Cartas descubiertas.

Por suerte, Louis jamás puso en duda su relación con la música. Dio por supuesto que un instrumento y su técnica de ejecución son tan sólo los medios para otro fin: hacer música. Un año después del accidente, Maggio ya había encontrado su propia forma de tocar la trompeta. Y para el asombro de sus colegas el método que él se vio obligado a crear no sólo le devolvió la silla en la orquesta sino que además dejaba ver una marca más definida en su estilo.

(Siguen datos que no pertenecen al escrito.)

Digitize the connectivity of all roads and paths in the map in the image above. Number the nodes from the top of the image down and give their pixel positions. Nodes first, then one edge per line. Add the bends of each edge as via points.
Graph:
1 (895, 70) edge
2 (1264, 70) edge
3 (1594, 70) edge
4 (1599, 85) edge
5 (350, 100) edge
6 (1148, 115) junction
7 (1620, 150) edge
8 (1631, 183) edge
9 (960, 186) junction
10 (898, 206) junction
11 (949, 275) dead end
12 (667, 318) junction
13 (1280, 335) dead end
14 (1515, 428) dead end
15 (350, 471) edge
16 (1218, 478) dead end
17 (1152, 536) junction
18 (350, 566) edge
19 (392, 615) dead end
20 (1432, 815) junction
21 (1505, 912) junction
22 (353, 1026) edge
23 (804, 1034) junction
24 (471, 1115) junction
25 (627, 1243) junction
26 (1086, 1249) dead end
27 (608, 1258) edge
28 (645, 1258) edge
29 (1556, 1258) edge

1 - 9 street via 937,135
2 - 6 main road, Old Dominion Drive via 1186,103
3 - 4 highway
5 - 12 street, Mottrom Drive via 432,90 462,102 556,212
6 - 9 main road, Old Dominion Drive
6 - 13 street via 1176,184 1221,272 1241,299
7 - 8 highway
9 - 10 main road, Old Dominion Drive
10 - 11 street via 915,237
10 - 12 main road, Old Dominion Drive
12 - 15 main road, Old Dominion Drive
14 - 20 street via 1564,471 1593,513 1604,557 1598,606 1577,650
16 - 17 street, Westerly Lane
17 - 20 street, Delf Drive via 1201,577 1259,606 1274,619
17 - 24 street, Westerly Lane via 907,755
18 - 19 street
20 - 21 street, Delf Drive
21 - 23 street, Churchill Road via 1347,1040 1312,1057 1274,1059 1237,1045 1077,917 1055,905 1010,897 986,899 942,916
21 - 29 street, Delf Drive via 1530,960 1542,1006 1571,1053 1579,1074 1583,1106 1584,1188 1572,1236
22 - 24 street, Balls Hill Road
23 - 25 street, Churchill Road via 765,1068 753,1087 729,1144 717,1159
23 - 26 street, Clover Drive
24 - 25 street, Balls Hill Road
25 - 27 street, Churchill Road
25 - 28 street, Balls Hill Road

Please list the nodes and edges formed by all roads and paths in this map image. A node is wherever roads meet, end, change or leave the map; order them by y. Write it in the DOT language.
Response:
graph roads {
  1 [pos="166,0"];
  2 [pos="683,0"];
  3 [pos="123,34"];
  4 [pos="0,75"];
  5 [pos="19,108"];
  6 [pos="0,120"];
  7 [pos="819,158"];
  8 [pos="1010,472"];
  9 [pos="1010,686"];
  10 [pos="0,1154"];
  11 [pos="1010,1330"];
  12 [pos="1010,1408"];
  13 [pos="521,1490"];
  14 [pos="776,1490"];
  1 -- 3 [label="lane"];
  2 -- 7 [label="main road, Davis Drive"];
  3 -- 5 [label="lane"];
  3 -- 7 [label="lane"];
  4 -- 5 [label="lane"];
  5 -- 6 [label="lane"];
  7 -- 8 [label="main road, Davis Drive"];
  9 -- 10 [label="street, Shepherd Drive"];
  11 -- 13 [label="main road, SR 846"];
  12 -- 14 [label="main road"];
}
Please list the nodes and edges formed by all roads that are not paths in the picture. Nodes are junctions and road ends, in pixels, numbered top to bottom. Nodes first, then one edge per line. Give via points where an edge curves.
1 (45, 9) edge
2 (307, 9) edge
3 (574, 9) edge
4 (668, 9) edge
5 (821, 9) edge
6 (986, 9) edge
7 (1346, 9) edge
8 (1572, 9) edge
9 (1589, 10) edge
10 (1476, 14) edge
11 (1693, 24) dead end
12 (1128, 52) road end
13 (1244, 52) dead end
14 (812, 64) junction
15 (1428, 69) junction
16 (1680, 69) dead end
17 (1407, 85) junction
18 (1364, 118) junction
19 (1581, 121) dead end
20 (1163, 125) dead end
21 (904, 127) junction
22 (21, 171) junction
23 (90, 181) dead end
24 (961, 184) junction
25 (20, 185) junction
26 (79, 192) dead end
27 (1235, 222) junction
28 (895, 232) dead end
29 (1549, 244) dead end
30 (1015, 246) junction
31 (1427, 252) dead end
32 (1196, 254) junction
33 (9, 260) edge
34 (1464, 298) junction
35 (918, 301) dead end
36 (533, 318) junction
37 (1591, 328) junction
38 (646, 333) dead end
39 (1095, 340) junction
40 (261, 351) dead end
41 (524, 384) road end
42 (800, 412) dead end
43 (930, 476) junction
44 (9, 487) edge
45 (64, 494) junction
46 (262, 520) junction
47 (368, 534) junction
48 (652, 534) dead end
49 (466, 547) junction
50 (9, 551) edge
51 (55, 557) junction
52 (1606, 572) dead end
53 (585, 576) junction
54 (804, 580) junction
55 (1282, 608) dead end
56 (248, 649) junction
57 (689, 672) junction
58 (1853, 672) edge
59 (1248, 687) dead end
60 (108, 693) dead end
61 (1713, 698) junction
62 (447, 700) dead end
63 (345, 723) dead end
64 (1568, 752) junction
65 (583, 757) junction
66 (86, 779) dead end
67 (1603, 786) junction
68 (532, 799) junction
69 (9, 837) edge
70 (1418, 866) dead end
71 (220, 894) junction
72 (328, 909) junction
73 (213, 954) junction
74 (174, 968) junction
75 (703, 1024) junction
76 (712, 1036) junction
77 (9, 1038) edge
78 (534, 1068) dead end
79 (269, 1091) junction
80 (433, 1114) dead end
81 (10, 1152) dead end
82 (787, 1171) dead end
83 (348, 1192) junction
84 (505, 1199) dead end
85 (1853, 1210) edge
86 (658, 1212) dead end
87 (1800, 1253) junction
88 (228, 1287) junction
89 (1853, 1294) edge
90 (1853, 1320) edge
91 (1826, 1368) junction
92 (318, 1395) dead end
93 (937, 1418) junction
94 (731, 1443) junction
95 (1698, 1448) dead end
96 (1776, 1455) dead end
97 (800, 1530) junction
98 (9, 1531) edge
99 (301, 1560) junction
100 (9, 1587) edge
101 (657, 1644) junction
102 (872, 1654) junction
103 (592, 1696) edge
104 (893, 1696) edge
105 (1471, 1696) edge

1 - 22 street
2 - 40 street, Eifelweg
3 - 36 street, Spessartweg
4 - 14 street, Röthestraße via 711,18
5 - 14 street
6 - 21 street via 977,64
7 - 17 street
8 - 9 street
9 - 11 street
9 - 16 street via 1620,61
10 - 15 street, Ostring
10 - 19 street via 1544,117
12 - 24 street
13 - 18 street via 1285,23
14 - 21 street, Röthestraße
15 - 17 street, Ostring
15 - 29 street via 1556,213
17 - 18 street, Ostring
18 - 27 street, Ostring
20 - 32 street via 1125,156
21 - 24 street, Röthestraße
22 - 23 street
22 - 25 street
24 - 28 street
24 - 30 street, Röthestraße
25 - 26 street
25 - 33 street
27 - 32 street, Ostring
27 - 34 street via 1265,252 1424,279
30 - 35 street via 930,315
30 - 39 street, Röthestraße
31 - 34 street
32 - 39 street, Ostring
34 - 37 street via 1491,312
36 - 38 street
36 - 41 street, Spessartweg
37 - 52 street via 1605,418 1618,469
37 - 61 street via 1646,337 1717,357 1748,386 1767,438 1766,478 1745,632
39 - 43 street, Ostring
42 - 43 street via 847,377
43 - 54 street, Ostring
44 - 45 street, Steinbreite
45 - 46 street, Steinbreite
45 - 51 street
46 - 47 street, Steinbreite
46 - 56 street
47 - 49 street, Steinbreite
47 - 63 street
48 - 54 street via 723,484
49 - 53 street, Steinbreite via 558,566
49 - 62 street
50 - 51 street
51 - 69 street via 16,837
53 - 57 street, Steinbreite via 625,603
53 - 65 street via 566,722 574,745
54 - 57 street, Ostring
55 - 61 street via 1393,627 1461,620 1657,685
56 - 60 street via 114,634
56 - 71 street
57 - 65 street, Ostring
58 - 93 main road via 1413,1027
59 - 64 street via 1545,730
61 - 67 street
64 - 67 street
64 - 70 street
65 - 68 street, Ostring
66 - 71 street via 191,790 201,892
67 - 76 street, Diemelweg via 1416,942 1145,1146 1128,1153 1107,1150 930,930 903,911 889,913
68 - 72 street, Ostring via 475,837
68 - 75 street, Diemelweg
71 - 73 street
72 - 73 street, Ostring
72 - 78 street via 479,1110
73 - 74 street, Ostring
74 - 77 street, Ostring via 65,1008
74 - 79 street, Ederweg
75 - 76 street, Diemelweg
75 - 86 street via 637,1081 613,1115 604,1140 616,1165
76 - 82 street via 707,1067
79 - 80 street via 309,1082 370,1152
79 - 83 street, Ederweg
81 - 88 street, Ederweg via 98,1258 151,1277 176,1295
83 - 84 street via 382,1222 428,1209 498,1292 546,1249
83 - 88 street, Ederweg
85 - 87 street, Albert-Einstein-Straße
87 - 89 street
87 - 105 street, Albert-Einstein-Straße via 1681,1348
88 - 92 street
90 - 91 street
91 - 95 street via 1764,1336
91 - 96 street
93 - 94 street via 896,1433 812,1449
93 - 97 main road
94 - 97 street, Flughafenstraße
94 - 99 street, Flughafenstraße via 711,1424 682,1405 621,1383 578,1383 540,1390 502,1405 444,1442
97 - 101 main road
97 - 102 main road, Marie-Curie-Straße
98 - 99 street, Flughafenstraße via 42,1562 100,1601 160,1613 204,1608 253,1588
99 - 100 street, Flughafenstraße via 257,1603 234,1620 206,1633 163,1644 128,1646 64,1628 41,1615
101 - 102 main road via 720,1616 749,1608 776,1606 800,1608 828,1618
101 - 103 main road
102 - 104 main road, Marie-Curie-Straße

Por un momento, imaginemos que Louis Maggio, después de visitar a los médicos, hubiera consultado a un musicólogo dogmático. Supongamos también que tal cosa existe. Lo más probable es que este especialista, al notar la incapacidad física y estética de Maggio, habría desalentado sus intentos de volver al instrumento. Aunque el diagnóstico del musicólogo pudiera ser honesto y profesional, cuando la teoría se aplica sin concesiones sobre la práctica opera algo que no es del todo consciente: el sentimiento instantáneo de seguridad que otorga la teoría pura cuando se la contrasta con un mundo lleno de contingencias e irregularidades. Es decir, las teorías tienden a ser cerradas y a carecer de conflictos. Por ello son capaces de construir un mundo de sentido mucho más placentero y confiable que el ámbito de lo práctico.

El hecho mismo de que un hombre en las condiciones de Maggio intentara utilizar la técnica no sólo representa una negligencia musical, sino que también, para el musicólogo, revela toda una monstruosidad. La presencia misma de la contingencia de la vida dentro de la técnica; la realidad de que un caso singular es capaz de mostrar la inconsistencia –acaso, la inutilidad- en una teoría ya asegurada.

Un mundo sin dolor

Cualquier persona que tenga la voluntad y la convicción de sacar algo de su mundo privado para llevarlo al ámbito de lo concreto tendrá que enfrentarse necesariamente con algún tipo de dolor o angustia. Ninguna técnica estandarizada es verdaderamente capaz de contemplar la totalidad de las posibilidades y los límites que nuestra relación con las personas y las cosas puede deparar.

A otra parte.

Juez y parte.

Todos los que alguna vez han intentado tocar un instrumento musical saben a qué nos referimos. Pero también podrían entenderlo aquellos que intentaron relacionarse seriamente con otra persona. El esfuerzo que se necesita para expresar algo del mundo privado a través de la música (o de la escritura o de lo que sea) es similar al de vincularse auténticamente con una pareja. Si no reconocemos nuestras limitaciones ni reconstruimos nuestras expectativas de manera realista, nuestra relación con el instrumento será superficial y lejana. De modo similar, encontrarse verdaderamente con una persona no es realizar el ideal del amor, como si se de una técnica segura o un guión preestablecido se tratara, sino es aceptarse en una pequeña y acaso trivial historia.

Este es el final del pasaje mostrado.